Die Empörung über die geringe Sensibilität des Export-Steirers mag bei vielen Grazern echt sein. Für die Politik ist Kalifornien ein schöner Nebenschauplatz, auf dem man sich profilieren kann. Selbstverständlich fühlen sich aber jetzt jene bestätigt, die von Anfang an ihre Stimme dem Jubelchor verweigert hatten: Grüne, Kommunisten und, in geringerem Maße, die Sozialdemokraten.

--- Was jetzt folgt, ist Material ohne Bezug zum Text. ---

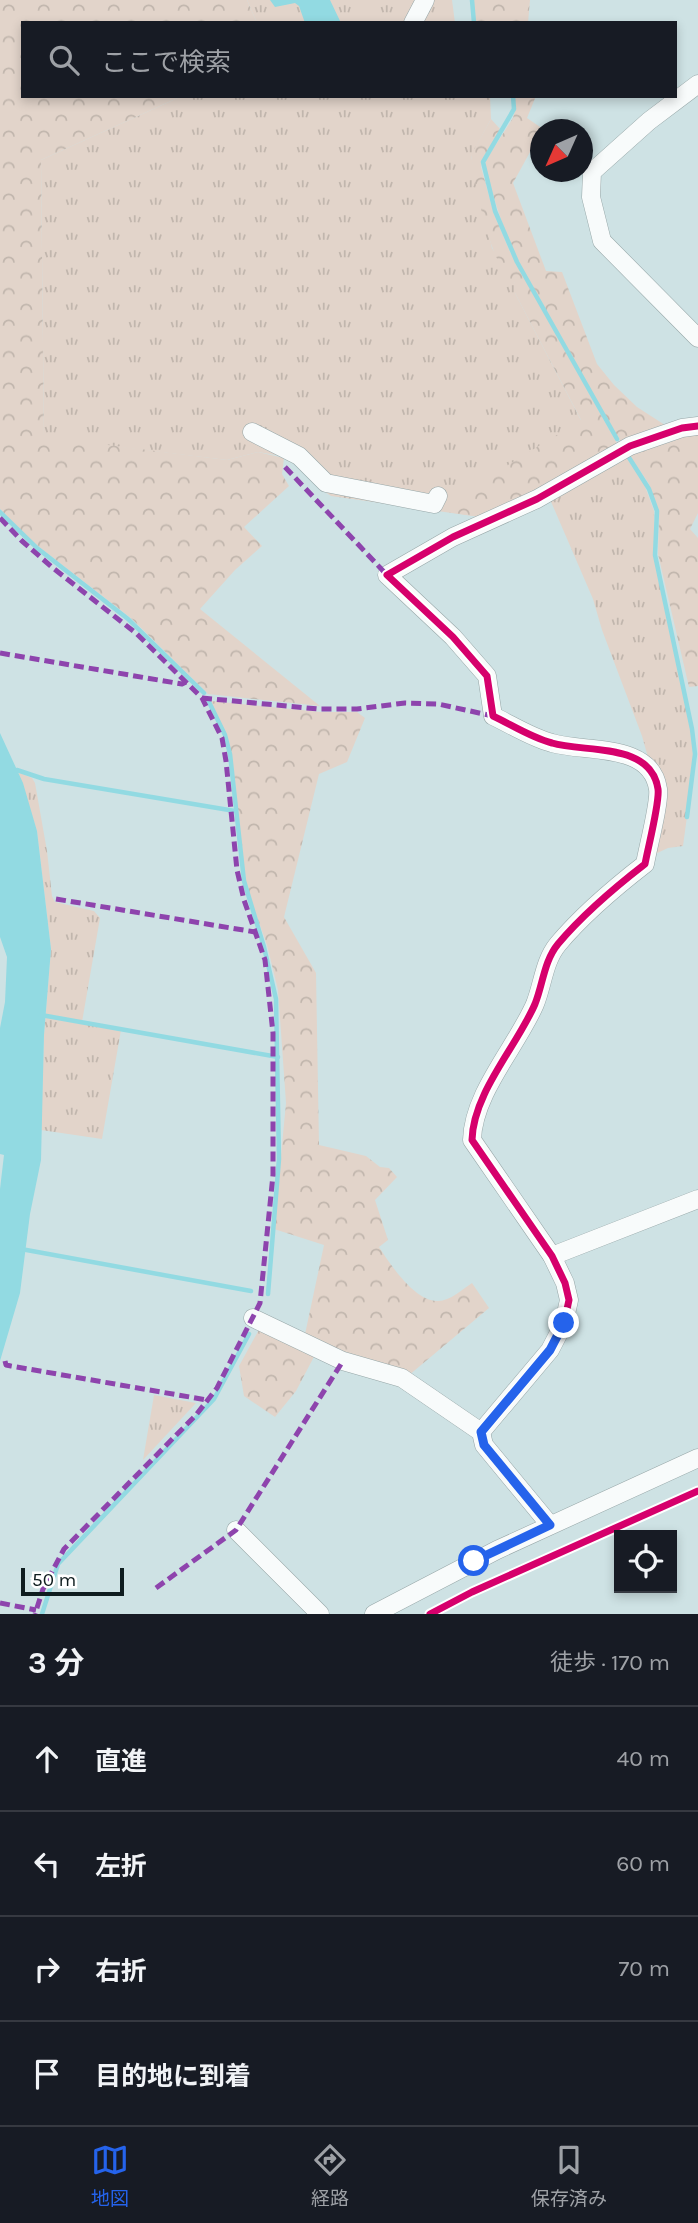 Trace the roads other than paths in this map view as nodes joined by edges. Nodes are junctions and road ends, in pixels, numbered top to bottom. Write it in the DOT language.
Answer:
graph roads {
  1 [pos="425,0"];
  2 [pos="414,21"];
  3 [pos="698,84"];
  4 [pos="698,338"];
  5 [pos="698,426"];
  6 [pos="252,432"];
  7 [pos="438,496"];
  8 [pos="698,1199"];
  9 [pos="552,1256"];
  10 [pos="253,1318"];
  11 [pos="481,1432"];
  12 [pos="698,1458"];
  13 [pos="550,1525"];
  14 [pos="236,1530"];
  15 [pos="320,1614"];
  16 [pos="374,1614"];
  1 -- 2 [label="street"];
  3 -- 4 [label="street"];
  5 -- 9 [label="street"];
  6 -- 7 [label="street"];
  8 -- 9 [label="street"];
  9 -- 11 [label="street"];
  10 -- 11 [label="street"];
  11 -- 13 [label="street"];
  12 -- 13 [label="street"];
  13 -- 16 [label="street"];
  14 -- 15 [label="street"];
}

Letzten Montag zog auf Initiative der Grünen eine Demonstration gegen die Todesstrafe durch Graz. Gleichzeitig richteten Vertreter der Grazer SPÖ und KPÖ einen Brief an den kalifornischen Gouverneur, in dem sie ihn auffordern, seine Entscheidung doch noch einmal zu überdenken. Schließlich sei Schwarzenegger Träger des Ehrenringes der Stadt Graz. Seit letztem Jahr schmückt sich die Stadt mit dem Prädikat „Stadt der Menschenrechte“. Grüne und KPÖ brachten gestern im Stadtrat den dringenden Antrag ein, handfeste Repressalien zu verhängen: den Ehrenring abzuerkennen, das Schwarzenegger-Fußballstadion wieder in Stadion Graz-Liebenau rückzubenennen.

Bürgermeister Siegfried Nagl von der ÖVP kann der Initiative nichts abgewinnen: „Wir helfen überhaupt niemandem damit, wenn man gleich einen Stab über einem Menschen bricht. Wir werden das nicht unterstützen.“ Diese Meinung wird von der FPÖ geteilt. Um eine salomonische Lösung bemüht, formulierten daraufhin die Sozialdemokraten einen ebenfalls als Dringlichkeitsantrag formulierten Kompromiss: Der Gouverneur von Kalifornien solle bis September unter Beobachtung gestellt werden. Sollte er bis dahin nicht alle 640 Kandidaten in der kalifornischen Death Row begnadigen, treten die Sanktionen in Kraft. Da die SPÖ gemeinsam mit KPÖ und Grünen die Mehrheit im Stadtparlament stellt, hat dieser Vorschlag gute Aussichten.

Die von der SPÖ lancierte Petition soll demnächst von einer steirischen Wirtschaftsdelegation in Sacramento überreicht werden. Für die ÖVP, die diese Delegation anführen wird, ist die Sache höchst peinlich. Wie bei Geschäftsanbahnungen in China oder im Iran will man sich saftige Aufträge nicht durch Kritik an der Menschenrechtspraxis verscherzen.